[Stored items]
....................

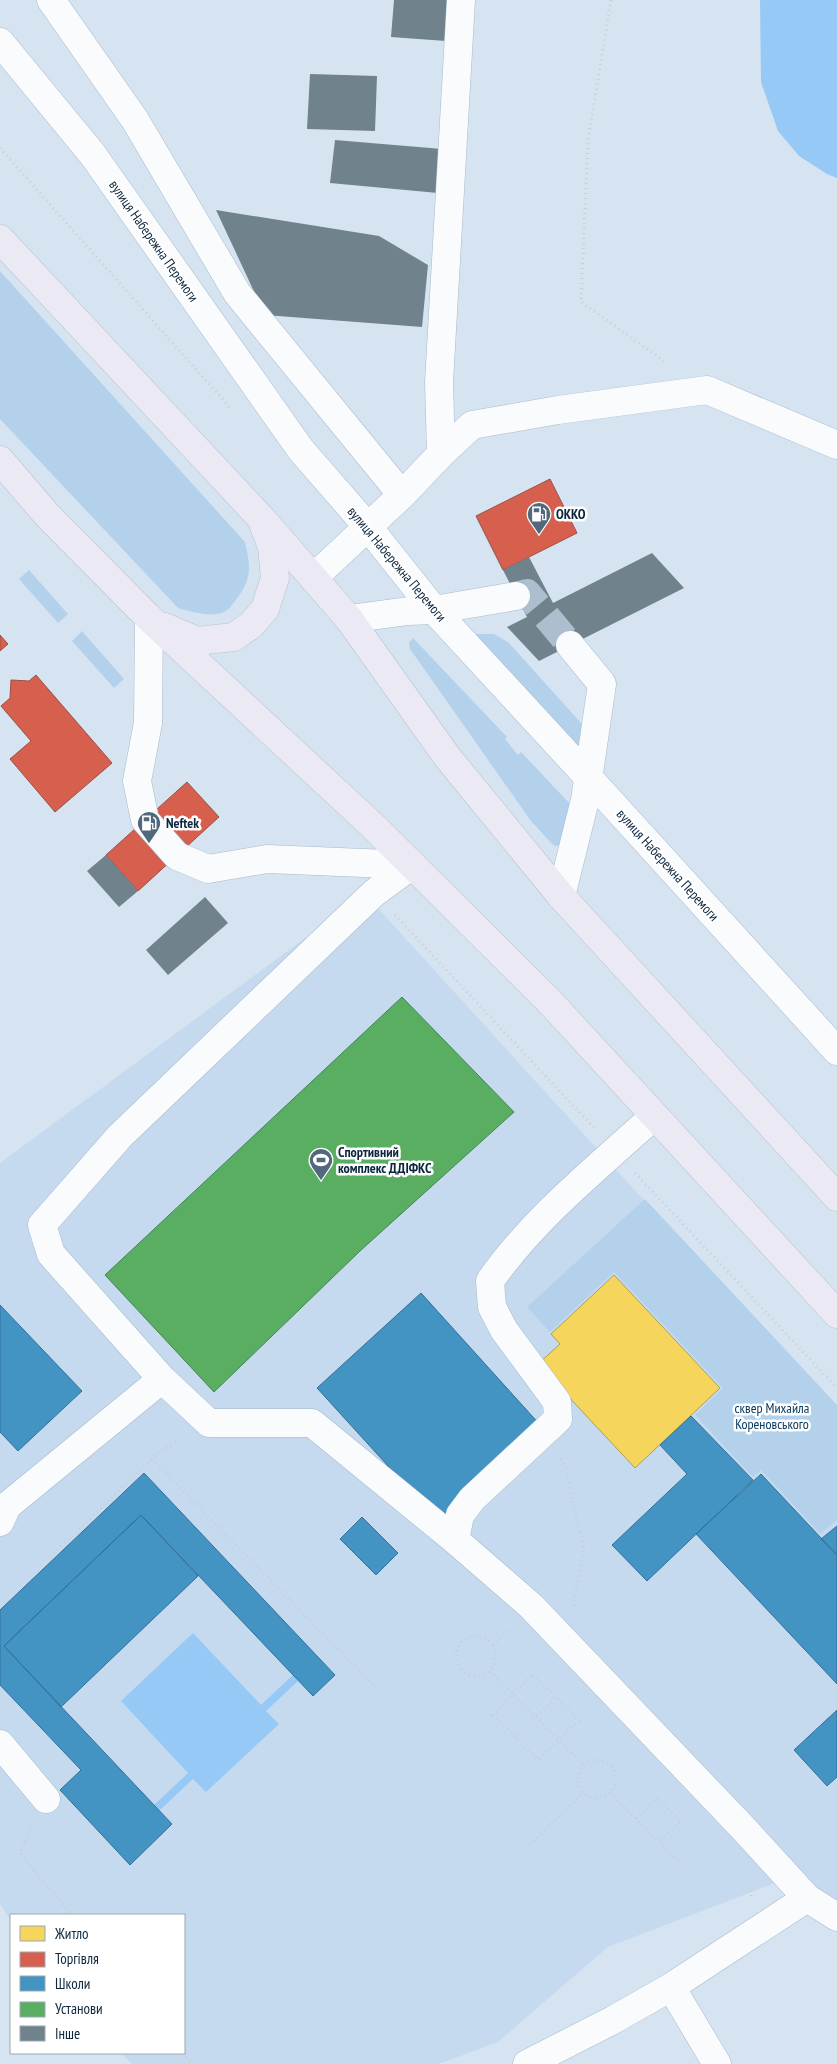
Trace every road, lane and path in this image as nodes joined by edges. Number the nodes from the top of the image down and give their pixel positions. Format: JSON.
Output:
{"nodes":[{"id":1,"x":51,"y":0,"type":"edge"},
{"id":2,"x":461,"y":0,"type":"edge"},
{"id":3,"x":611,"y":0,"type":"edge"},
{"id":4,"x":0,"y":42,"type":"edge"},
{"id":5,"x":0,"y":240,"type":"edge"},
{"id":6,"x":668,"y":363,"type":"dead end"},
{"id":7,"x":837,"y":445,"type":"edge"},
{"id":8,"x":441,"y":454,"type":"junction"},
{"id":9,"x":0,"y":460,"type":"edge"},
{"id":10,"x":402,"y":495,"type":"junction"},
{"id":11,"x":261,"y":518,"type":"junction"},
{"id":12,"x":368,"y":527,"type":"junction"},
{"id":13,"x":313,"y":578,"type":"junction"},
{"id":14,"x":516,"y":596,"type":"tunnel mouth"},
{"id":15,"x":434,"y":610,"type":"junction"},
{"id":16,"x":148,"y":618,"type":"junction"},
{"id":17,"x":349,"y":620,"type":"junction"},
{"id":18,"x":570,"y":645,"type":"tunnel mouth"},
{"id":19,"x":588,"y":777,"type":"junction"},
{"id":20,"x":412,"y":865,"type":"junction"},
{"id":21,"x":560,"y":896,"type":"junction"},
{"id":22,"x":837,"y":1051,"type":"edge"},
{"id":23,"x":654,"y":1116,"type":"junction"},
{"id":24,"x":837,"y":1197,"type":"edge"},
{"id":25,"x":837,"y":1314,"type":"edge"},
{"id":26,"x":162,"y":1379,"type":"junction"},
{"id":27,"x":544,"y":1432,"type":"junction"},
{"id":28,"x":160,"y":1452,"type":"dead end"},
{"id":29,"x":152,"y":1459,"type":"junction"},
{"id":30,"x":0,"y":1522,"type":"edge"},
{"id":31,"x":455,"y":1540,"type":"junction"},
{"id":32,"x":50,"y":1556,"type":"dead end"},
{"id":33,"x":566,"y":1643,"type":"junction"},
{"id":34,"x":490,"y":1671,"type":"junction"},
{"id":35,"x":378,"y":1690,"type":"dead end"},
{"id":36,"x":514,"y":1694,"type":"junction"},
{"id":37,"x":556,"y":1697,"type":"junction"},
{"id":38,"x":536,"y":1717,"type":"junction"},
{"id":39,"x":515,"y":1737,"type":"junction"},
{"id":40,"x":558,"y":1740,"type":"junction"},
{"id":41,"x":0,"y":1744,"type":"edge"},
{"id":42,"x":583,"y":1765,"type":"junction"},
{"id":43,"x":583,"y":1793,"type":"junction"},
{"id":44,"x":610,"y":1793,"type":"junction"},
{"id":45,"x":46,"y":1799,"type":"joint"},
{"id":46,"x":636,"y":1819,"type":"junction"},
{"id":47,"x":659,"y":1842,"type":"junction"},
{"id":48,"x":526,"y":1848,"type":"dead end"},
{"id":49,"x":684,"y":1867,"type":"dead end"},
{"id":50,"x":807,"y":1898,"type":"junction"},
{"id":51,"x":70,"y":1914,"type":"edge"},
{"id":52,"x":837,"y":1917,"type":"edge"},
{"id":53,"x":671,"y":1986,"type":"junction"},
{"id":54,"x":184,"y":2054,"type":"edge"},
{"id":55,"x":192,"y":2064,"type":"edge"},
{"id":56,"x":527,"y":2064,"type":"edge"},
{"id":57,"x":717,"y":2064,"type":"edge"}],
"edges":[{"from":1,"to":10,"type":"street"},
{"from":2,"to":8,"type":"street"},
{"from":3,"to":6,"type":"path"},
{"from":4,"to":12,"type":"street","name":"вулиця Набережна Перемоги"},
{"from":5,"to":11,"type":"main road"},
{"from":7,"to":8,"type":"street"},
{"from":8,"to":10,"type":"street"},
{"from":9,"to":16,"type":"main road"},
{"from":10,"to":12,"type":"street"},
{"from":11,"to":13,"type":"main road"},
{"from":11,"to":16,"type":"main road"},
{"from":12,"to":13,"type":"street"},
{"from":12,"to":15,"type":"street","name":"вулиця Набережна Перемоги"},
{"from":13,"to":17,"type":"main road"},
{"from":14,"to":15,"type":"street"},
{"from":15,"to":17,"type":"street"},
{"from":15,"to":19,"type":"street","name":"вулиця Набережна Перемоги"},
{"from":16,"to":20,"type":"main road"},
{"from":16,"to":20,"type":"street"},
{"from":17,"to":21,"type":"main road"},
{"from":18,"to":19,"type":"street"},
{"from":19,"to":21,"type":"street"},
{"from":19,"to":22,"type":"street","name":"вулиця Набережна Перемоги"},
{"from":20,"to":23,"type":"main road"},
{"from":20,"to":26,"type":"street"},
{"from":21,"to":24,"type":"main road"},
{"from":23,"to":25,"type":"main road"},
{"from":23,"to":27,"type":"street"},
{"from":26,"to":30,"type":"street"},
{"from":26,"to":31,"type":"street"},
{"from":27,"to":31,"type":"street"},
{"from":27,"to":33,"type":"path"},
{"from":28,"to":29,"type":"path"},
{"from":29,"to":32,"type":"path"},
{"from":29,"to":35,"type":"path"},
{"from":31,"to":33,"type":"street"},
{"from":33,"to":50,"type":"street"},
{"from":34,"to":34,"type":"path"},
{"from":34,"to":36,"type":"path"},
{"from":36,"to":37,"type":"path"},
{"from":36,"to":38,"type":"path"},
{"from":36,"to":39,"type":"path"},
{"from":37,"to":38,"type":"path"},
{"from":37,"to":40,"type":"path"},
{"from":38,"to":39,"type":"path"},
{"from":38,"to":40,"type":"path"},
{"from":39,"to":40,"type":"path"},
{"from":40,"to":42,"type":"path"},
{"from":41,"to":45,"type":"street"},
{"from":42,"to":43,"type":"path"},
{"from":42,"to":44,"type":"path"},
{"from":43,"to":44,"type":"path"},
{"from":43,"to":48,"type":"path"},
{"from":44,"to":46,"type":"path"},
{"from":45,"to":51,"type":"path"},
{"from":46,"to":47,"type":"path"},
{"from":46,"to":47,"type":"path"},
{"from":47,"to":49,"type":"path"},
{"from":50,"to":52,"type":"street"},
{"from":50,"to":53,"type":"street"},
{"from":53,"to":56,"type":"street"},
{"from":53,"to":57,"type":"street"},
{"from":54,"to":55,"type":"path"}]}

....................

#### [WHAT YOU ARE ASKED TO DO]
Would you please copy every line in the data that contains the word "Набережна"?

#### [EXERCISE OUTPUT]
{"from":4,"to":12,"type":"street","name":"вулиця Набережна Перемоги"},
{"from":12,"to":15,"type":"street","name":"вулиця Набережна Перемоги"},
{"from":15,"to":19,"type":"street","name":"вулиця Набережна Перемоги"},
{"from":19,"to":22,"type":"street","name":"вулиця Набережна Перемоги"},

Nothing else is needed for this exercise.